Collected data
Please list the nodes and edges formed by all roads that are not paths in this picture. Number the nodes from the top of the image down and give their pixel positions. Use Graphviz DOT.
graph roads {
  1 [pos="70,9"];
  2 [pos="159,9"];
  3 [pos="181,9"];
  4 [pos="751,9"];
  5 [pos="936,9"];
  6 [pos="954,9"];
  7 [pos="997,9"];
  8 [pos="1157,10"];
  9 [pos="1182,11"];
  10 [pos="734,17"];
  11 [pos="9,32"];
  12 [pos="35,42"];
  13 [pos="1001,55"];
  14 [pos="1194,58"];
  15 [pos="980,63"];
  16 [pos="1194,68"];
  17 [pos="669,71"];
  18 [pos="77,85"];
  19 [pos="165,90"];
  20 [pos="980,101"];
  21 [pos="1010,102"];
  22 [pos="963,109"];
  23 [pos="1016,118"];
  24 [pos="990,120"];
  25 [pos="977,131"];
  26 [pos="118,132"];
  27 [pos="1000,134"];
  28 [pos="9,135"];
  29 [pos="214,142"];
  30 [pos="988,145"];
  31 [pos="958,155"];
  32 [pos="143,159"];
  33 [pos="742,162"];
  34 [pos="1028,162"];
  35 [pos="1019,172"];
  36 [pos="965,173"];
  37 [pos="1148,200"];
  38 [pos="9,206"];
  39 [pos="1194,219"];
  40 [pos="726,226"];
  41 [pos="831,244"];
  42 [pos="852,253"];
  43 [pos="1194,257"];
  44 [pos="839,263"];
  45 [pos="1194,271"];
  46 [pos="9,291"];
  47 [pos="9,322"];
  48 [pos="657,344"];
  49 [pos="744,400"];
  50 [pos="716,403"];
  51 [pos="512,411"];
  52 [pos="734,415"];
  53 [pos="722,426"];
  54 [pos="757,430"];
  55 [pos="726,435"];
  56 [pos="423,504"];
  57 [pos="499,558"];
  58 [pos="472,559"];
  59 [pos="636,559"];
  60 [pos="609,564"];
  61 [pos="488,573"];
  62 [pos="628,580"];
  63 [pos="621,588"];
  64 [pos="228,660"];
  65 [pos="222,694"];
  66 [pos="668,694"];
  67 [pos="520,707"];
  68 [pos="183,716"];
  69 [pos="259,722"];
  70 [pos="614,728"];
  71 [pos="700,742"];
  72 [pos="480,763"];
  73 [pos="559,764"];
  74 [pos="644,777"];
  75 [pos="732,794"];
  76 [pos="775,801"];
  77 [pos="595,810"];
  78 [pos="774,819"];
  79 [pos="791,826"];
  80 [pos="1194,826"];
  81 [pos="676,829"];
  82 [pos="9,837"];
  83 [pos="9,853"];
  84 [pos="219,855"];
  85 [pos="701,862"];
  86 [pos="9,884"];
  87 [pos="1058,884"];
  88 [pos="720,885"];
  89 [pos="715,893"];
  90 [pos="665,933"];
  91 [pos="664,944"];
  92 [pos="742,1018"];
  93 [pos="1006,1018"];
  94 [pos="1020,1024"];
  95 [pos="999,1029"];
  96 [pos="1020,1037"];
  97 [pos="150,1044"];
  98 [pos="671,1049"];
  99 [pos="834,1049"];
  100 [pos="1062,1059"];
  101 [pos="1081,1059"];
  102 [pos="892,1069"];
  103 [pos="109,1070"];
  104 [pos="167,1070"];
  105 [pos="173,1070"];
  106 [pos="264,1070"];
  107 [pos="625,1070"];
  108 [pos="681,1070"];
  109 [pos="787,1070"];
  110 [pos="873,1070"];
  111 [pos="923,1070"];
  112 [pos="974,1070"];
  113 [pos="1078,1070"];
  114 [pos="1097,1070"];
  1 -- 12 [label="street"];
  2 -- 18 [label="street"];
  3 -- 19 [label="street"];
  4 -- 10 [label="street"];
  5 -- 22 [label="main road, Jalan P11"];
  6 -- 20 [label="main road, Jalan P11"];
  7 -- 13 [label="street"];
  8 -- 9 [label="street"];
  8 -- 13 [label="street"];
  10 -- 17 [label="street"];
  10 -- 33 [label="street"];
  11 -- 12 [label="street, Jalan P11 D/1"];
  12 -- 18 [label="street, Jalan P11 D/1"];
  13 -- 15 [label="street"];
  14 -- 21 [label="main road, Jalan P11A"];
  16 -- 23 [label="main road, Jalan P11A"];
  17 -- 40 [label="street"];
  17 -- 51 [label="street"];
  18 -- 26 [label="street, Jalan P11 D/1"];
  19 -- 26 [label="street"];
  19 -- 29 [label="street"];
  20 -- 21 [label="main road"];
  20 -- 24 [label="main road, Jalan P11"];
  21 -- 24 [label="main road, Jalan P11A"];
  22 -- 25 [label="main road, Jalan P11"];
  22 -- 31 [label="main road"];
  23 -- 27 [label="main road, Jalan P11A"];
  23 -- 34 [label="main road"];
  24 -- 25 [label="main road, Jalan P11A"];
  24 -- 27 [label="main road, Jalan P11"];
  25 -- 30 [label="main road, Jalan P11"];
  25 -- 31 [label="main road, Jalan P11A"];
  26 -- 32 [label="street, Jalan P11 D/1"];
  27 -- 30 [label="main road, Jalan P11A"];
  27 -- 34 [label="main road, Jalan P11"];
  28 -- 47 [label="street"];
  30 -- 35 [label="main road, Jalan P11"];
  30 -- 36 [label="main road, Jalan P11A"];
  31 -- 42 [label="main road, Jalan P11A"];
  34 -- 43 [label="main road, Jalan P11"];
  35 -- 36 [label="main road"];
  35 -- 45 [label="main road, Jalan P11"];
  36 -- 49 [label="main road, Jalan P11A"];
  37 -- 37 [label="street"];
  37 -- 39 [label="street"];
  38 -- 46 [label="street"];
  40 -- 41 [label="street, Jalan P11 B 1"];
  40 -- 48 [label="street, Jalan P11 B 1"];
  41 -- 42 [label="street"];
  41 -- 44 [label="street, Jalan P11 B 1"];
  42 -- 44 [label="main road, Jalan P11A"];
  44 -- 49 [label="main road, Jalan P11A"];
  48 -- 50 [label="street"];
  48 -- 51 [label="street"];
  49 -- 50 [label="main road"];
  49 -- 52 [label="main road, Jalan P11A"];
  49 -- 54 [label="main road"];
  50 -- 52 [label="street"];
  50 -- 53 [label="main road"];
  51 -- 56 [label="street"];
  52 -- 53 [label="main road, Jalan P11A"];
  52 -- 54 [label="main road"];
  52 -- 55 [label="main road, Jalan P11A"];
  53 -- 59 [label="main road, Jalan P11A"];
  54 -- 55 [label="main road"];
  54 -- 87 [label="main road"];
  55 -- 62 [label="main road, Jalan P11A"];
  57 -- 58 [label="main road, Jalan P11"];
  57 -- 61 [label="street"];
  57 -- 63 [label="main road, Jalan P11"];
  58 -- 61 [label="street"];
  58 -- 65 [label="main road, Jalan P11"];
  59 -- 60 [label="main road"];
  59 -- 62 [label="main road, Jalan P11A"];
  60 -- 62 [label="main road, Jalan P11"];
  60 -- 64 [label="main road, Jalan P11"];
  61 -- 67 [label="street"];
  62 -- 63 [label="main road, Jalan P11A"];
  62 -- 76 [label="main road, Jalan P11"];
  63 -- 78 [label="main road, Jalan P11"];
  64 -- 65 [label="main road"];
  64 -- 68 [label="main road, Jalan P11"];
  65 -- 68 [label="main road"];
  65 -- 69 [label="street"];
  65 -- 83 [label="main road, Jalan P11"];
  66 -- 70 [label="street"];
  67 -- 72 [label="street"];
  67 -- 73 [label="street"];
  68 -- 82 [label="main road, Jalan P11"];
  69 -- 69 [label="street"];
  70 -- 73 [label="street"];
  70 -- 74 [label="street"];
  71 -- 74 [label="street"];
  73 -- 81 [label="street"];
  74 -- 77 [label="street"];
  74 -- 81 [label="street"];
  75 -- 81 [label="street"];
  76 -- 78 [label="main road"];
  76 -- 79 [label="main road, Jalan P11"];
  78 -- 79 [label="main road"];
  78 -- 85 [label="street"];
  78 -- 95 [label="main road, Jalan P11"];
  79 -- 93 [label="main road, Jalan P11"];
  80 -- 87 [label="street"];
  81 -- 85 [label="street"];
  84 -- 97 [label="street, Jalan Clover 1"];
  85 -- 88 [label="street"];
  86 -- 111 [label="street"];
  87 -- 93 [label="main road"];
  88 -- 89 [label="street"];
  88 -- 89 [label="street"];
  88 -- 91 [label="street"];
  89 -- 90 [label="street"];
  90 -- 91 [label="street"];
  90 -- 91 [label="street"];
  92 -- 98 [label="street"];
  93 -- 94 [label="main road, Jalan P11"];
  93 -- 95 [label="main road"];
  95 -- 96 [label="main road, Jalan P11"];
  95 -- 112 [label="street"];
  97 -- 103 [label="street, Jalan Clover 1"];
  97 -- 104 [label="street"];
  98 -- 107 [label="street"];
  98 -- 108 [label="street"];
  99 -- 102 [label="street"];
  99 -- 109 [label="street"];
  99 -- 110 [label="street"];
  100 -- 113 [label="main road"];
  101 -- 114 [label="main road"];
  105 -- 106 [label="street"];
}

What the exercise asks: Return every line from the entries above that contains the word "roads".

Solution to this exercise:
Please list the nodes and edges formed by all roads that are not paths in this picture. Number the nodes from the top of the image down and give their pixel positions. Use Graphviz DOT.
graph roads {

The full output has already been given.